Task requirements: In the data that follows, find the line with "thumb ip: (177, 162)"; transcribe it, every later line up to the one with "ring mcp: (250, 222)", and that line as well, exactly and with no others.

Data supplied:
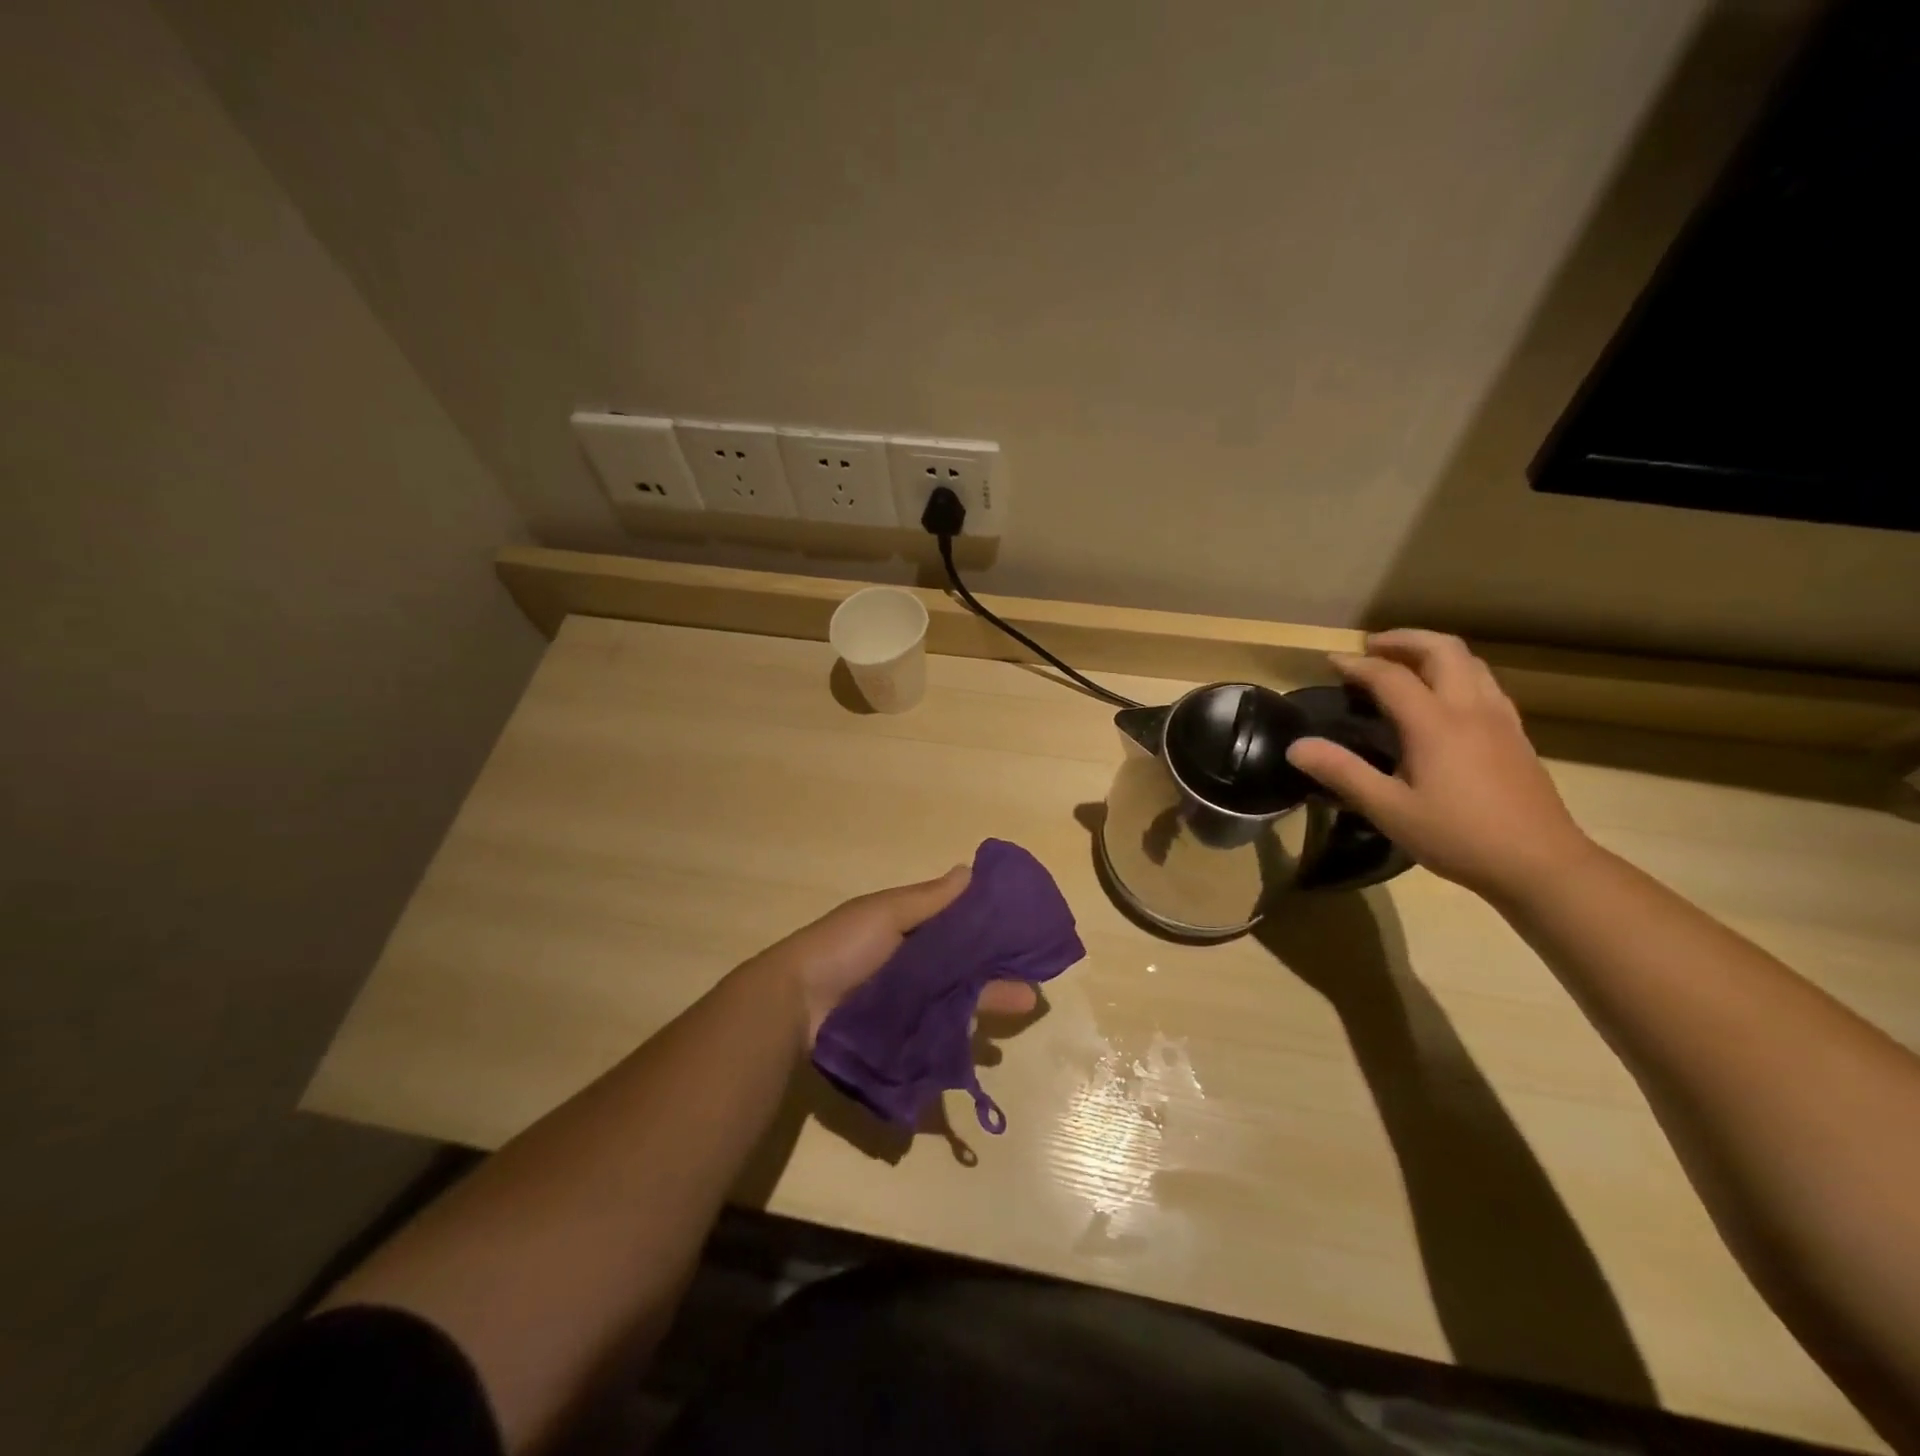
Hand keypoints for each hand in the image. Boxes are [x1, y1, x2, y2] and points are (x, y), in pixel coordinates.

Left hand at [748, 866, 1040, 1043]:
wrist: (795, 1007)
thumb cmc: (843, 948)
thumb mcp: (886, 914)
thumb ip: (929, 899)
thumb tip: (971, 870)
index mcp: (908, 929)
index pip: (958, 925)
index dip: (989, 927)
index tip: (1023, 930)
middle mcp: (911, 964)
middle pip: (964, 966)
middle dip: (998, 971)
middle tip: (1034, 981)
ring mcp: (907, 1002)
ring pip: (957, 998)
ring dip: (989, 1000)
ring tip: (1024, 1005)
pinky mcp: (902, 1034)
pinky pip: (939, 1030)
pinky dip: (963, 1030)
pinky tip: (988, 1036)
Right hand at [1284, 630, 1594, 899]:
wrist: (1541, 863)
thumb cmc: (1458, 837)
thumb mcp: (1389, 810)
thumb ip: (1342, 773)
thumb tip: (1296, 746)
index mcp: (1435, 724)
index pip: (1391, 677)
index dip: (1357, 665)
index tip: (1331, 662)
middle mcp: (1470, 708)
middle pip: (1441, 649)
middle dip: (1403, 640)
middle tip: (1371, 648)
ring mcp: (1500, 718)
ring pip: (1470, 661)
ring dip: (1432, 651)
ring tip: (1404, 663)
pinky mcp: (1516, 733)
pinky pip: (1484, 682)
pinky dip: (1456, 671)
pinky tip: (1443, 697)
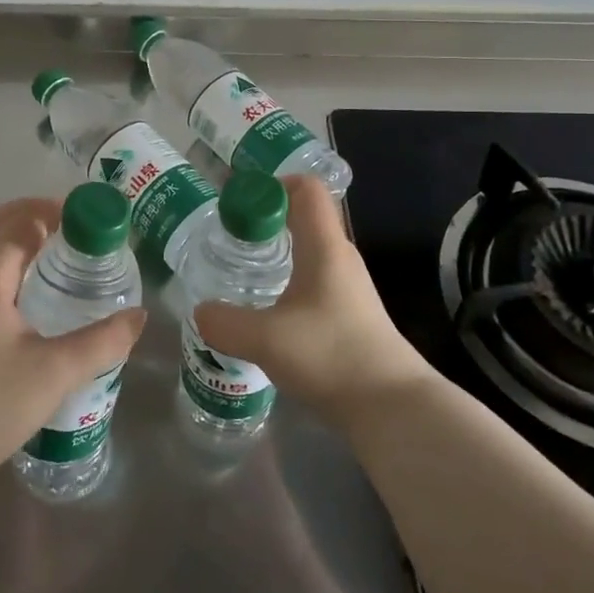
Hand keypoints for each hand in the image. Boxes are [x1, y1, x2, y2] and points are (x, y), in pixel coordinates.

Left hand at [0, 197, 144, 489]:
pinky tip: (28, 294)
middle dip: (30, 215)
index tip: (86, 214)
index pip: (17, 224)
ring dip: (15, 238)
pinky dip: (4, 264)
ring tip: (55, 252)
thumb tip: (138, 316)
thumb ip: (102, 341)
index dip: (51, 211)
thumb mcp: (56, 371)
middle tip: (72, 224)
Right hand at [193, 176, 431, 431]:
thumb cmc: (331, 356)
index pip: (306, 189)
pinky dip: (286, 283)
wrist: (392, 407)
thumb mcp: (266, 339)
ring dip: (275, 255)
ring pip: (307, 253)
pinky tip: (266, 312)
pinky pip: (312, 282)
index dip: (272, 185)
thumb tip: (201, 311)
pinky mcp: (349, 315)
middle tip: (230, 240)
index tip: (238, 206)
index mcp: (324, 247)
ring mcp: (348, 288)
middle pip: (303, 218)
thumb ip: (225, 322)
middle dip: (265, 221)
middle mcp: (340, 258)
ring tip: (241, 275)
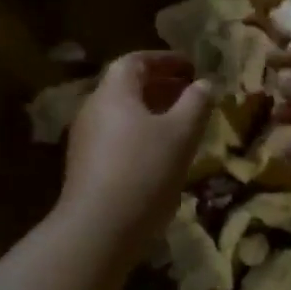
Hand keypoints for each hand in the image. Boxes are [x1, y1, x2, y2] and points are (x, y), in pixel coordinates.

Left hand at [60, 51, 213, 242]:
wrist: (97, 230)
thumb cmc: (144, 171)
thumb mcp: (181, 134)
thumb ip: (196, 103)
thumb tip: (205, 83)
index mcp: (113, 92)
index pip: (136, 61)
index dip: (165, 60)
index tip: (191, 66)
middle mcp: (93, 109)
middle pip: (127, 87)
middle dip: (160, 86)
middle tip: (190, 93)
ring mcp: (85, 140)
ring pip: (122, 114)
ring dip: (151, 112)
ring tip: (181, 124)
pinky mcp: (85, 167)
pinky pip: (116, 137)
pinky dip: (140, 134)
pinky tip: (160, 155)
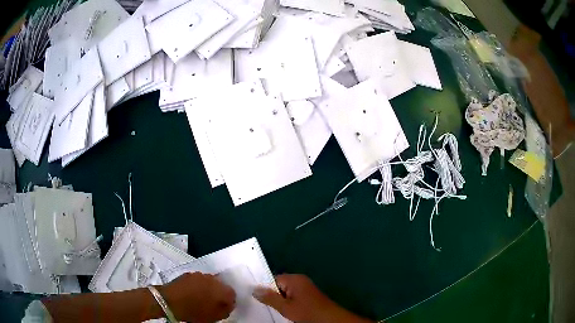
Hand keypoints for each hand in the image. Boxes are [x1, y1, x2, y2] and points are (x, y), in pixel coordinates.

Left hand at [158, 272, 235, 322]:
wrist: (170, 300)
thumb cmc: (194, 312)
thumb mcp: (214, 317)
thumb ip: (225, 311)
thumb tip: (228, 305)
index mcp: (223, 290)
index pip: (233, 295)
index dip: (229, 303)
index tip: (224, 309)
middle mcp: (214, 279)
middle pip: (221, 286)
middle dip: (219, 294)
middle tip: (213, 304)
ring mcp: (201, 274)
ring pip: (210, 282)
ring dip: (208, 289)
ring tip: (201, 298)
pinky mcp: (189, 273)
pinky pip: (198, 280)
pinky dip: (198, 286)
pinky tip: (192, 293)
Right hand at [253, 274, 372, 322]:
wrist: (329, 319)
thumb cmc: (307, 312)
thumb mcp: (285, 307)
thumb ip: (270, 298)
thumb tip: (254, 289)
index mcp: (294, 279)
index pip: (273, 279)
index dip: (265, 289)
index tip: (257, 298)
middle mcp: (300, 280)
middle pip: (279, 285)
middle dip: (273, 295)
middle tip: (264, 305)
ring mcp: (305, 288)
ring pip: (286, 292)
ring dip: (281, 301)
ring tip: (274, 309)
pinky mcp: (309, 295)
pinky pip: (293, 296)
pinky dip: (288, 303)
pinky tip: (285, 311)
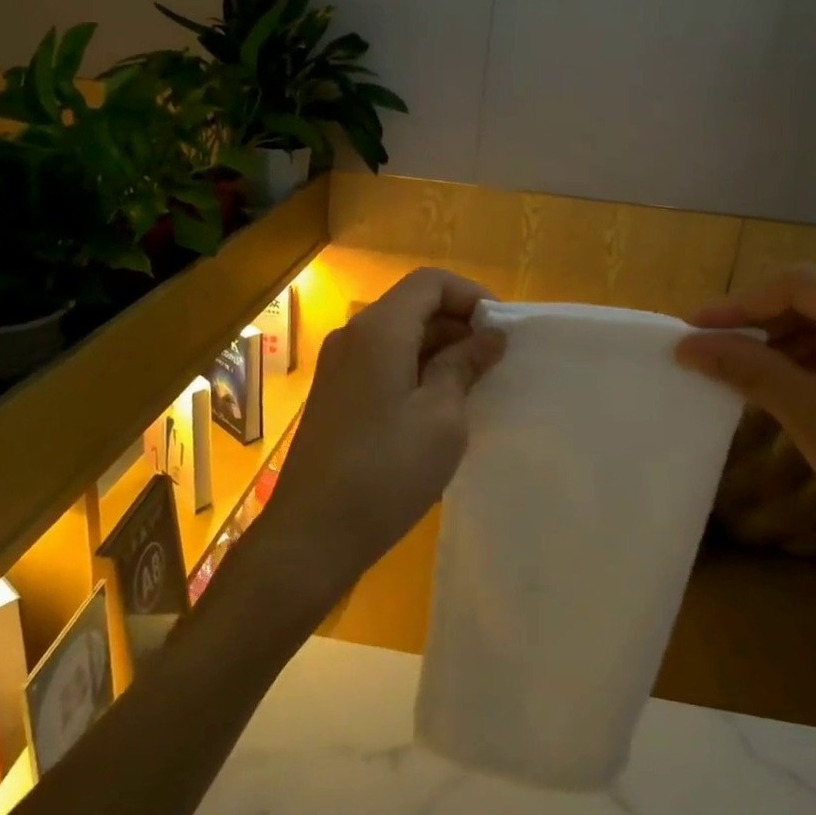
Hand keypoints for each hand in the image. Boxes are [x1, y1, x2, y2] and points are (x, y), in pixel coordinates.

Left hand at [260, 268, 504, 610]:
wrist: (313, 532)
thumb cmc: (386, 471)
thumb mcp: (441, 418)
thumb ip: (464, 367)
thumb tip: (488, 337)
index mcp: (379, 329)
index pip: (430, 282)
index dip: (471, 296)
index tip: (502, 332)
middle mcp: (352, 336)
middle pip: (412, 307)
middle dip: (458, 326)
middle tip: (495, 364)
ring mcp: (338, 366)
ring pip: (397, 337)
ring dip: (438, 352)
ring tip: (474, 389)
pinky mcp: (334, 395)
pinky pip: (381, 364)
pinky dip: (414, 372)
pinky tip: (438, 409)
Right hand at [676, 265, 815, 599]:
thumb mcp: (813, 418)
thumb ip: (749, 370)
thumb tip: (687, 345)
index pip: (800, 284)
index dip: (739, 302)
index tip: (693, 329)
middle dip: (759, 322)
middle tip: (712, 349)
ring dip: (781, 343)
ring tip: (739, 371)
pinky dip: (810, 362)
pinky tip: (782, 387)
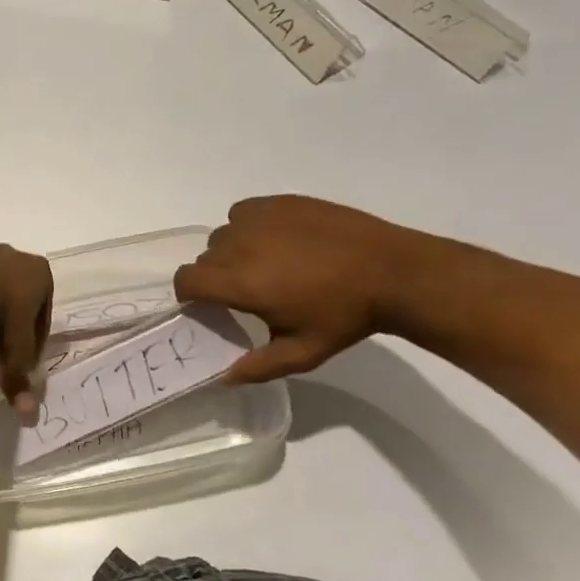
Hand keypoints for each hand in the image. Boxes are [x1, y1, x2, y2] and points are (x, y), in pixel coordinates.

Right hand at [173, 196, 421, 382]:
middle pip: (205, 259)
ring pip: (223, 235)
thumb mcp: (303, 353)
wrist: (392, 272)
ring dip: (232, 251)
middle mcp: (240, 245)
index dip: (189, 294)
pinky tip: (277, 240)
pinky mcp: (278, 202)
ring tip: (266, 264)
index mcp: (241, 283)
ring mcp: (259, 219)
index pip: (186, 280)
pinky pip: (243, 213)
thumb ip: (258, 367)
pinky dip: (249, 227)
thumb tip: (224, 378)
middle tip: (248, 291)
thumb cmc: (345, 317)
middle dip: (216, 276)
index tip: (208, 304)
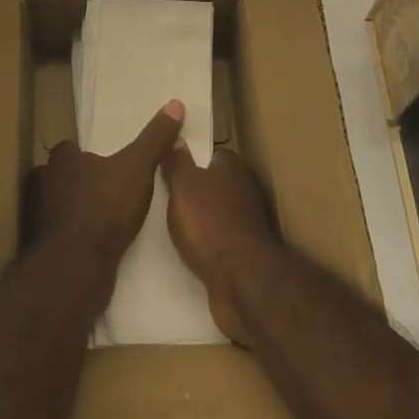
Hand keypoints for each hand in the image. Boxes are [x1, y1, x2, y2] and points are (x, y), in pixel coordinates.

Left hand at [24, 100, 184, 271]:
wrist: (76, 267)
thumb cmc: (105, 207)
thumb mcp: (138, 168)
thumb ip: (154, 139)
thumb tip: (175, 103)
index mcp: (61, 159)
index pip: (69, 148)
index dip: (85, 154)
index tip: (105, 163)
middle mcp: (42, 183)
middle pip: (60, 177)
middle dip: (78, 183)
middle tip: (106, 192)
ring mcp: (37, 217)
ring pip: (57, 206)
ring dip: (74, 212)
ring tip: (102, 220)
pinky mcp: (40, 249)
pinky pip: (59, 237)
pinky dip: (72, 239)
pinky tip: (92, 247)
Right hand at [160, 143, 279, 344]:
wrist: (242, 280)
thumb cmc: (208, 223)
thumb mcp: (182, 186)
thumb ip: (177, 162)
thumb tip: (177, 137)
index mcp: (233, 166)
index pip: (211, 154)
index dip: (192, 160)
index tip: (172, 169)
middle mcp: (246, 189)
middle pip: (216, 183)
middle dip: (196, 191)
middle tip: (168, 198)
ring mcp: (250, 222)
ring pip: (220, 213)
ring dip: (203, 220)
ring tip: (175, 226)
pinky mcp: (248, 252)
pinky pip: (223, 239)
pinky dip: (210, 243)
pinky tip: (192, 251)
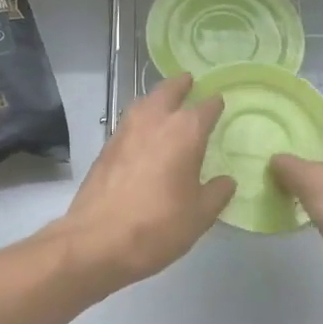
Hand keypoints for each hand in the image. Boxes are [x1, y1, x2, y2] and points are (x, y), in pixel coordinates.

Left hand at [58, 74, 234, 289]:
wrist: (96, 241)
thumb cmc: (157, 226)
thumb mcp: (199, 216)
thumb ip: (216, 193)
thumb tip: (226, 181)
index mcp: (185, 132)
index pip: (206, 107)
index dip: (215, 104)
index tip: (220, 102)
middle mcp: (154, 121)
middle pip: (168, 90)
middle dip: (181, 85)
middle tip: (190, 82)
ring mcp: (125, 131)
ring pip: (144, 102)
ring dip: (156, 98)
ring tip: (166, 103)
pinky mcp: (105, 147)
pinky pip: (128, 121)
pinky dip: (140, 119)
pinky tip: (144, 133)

Exercise output:
thumb ip: (177, 162)
thumb tip: (177, 137)
index mcp: (233, 166)
index pip: (211, 154)
index dip: (192, 160)
index tip: (172, 169)
middle mcp: (246, 189)
middle pip: (216, 183)
middle dip: (196, 191)
middle tip: (168, 198)
ring mcp: (250, 222)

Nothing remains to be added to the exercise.